Tinman wrote:
The beauty of running around CV or threshold workouts is they replaces high mileage. A work out of 6×1 km at CV or 4-5 x 1-mile at threshold is the equivalent of 9-12 mile distance runs in terms of aerobic development but with less total pounding, better mechanics, and it is invigorating for the athlete.
That doesn't make sense. A classic CV workout, including a PROPER warm-up, maybe some drills for some runners, and a long, easy cool down SHOULD be 10-12 miles long for a 9 flat 3200 and 14:30 5k runner. In a 6x1k@CV+5x200 workout, which is 7200m+2000m=9200m of quality+rest, Puffer should be able to handle a WU and CD of about 3000-4000m each EASILY (on 8 min miles, he would take 15-20 min for WU and CD). So we are looking at a total workout volume of 15200-17200m, or roughly 9-12 miles.
Now running a CV workout with 9-12 miles in total IS more pounding and stress than a standard 9-12 mile distance run.

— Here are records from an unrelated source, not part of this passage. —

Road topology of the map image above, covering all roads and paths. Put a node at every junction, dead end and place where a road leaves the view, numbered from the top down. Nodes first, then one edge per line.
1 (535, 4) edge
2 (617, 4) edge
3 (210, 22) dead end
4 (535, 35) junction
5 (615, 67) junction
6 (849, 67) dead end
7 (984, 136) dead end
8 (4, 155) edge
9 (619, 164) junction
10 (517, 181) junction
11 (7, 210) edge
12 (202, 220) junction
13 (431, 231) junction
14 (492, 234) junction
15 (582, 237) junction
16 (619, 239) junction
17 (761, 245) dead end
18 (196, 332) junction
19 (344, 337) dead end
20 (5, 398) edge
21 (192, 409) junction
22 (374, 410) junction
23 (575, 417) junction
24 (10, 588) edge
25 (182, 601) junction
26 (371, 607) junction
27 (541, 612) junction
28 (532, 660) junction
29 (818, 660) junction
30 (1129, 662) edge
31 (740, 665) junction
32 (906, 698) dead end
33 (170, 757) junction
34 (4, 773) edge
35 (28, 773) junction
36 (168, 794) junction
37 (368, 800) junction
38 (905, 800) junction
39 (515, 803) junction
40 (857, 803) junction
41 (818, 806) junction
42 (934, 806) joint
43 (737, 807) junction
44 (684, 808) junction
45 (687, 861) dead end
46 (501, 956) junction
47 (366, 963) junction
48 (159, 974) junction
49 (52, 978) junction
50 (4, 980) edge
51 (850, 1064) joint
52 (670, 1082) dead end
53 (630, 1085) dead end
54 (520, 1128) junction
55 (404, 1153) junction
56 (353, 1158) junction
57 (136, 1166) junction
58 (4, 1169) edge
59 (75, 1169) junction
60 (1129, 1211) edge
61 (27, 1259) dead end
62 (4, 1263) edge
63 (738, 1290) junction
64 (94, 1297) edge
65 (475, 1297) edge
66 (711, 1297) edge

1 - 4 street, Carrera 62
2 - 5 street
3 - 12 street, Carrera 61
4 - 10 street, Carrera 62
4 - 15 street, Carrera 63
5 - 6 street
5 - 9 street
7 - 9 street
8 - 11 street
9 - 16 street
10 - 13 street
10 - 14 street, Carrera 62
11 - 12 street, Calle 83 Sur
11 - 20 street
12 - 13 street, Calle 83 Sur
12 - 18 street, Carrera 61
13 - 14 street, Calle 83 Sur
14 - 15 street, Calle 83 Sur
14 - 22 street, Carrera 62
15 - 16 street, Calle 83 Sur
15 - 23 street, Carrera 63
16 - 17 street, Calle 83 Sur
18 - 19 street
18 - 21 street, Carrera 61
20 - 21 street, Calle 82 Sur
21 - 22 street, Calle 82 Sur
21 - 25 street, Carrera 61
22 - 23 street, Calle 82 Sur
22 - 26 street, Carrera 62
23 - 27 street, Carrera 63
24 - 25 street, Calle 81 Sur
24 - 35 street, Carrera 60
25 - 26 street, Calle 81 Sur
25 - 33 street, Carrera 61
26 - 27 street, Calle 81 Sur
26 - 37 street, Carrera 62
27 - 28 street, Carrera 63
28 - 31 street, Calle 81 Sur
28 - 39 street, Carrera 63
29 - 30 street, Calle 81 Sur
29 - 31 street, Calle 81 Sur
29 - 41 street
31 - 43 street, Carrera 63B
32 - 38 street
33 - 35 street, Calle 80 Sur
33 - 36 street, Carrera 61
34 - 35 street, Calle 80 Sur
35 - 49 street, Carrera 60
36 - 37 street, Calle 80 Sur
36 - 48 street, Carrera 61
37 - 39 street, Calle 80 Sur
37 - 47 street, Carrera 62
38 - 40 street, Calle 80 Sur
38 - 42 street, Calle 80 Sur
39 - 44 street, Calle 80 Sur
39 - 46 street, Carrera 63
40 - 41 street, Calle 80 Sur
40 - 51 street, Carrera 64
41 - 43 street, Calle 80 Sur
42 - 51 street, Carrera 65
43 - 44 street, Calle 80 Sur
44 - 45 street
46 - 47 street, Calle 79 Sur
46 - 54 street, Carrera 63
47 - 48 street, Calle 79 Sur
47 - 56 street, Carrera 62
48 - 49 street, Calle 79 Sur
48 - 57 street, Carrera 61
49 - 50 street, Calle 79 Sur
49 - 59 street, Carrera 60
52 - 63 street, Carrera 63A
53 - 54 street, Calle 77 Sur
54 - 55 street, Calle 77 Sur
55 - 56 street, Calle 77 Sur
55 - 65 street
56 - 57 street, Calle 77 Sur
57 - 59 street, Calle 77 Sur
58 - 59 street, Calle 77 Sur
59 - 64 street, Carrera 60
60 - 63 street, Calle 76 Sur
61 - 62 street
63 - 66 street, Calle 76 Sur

CV workouts are incredibly effective, but they do NOT replace distance runs / easy mileage, and neither are they similar in stress. They work the anaerobic threshold MUCH better than distance runs, and the aerobic threshold around the same. But they are higher stress and do take some time to recover, otherwise everyone could just do CV intervals every day since they are so effective.
Also it's very easy to do them too fast, especially if it is a guy with a lot of basic speed (neither Hunter nor Puffer are overly talented in raw speed, but prescribe a CV workout to someone like Mamede and there is a big risk he will do it too fast. Each HS team probably has some speedsters that might do them too fast, and miss the stimulus for long-term development because they are running them at their 5k or even VO2MAX pace instead. Works well for 6-10 weeks, they improve a lot immediately but then tada! - peak early, under-perform in key races and fall back to the level they were previously without improving much in the long-term.
I don't think there is anything better to build fitness gradually than doing proper CV and threshold workouts week after week, but they need to be done correctly at the right pace and in the right volume that's appropriate for the runner.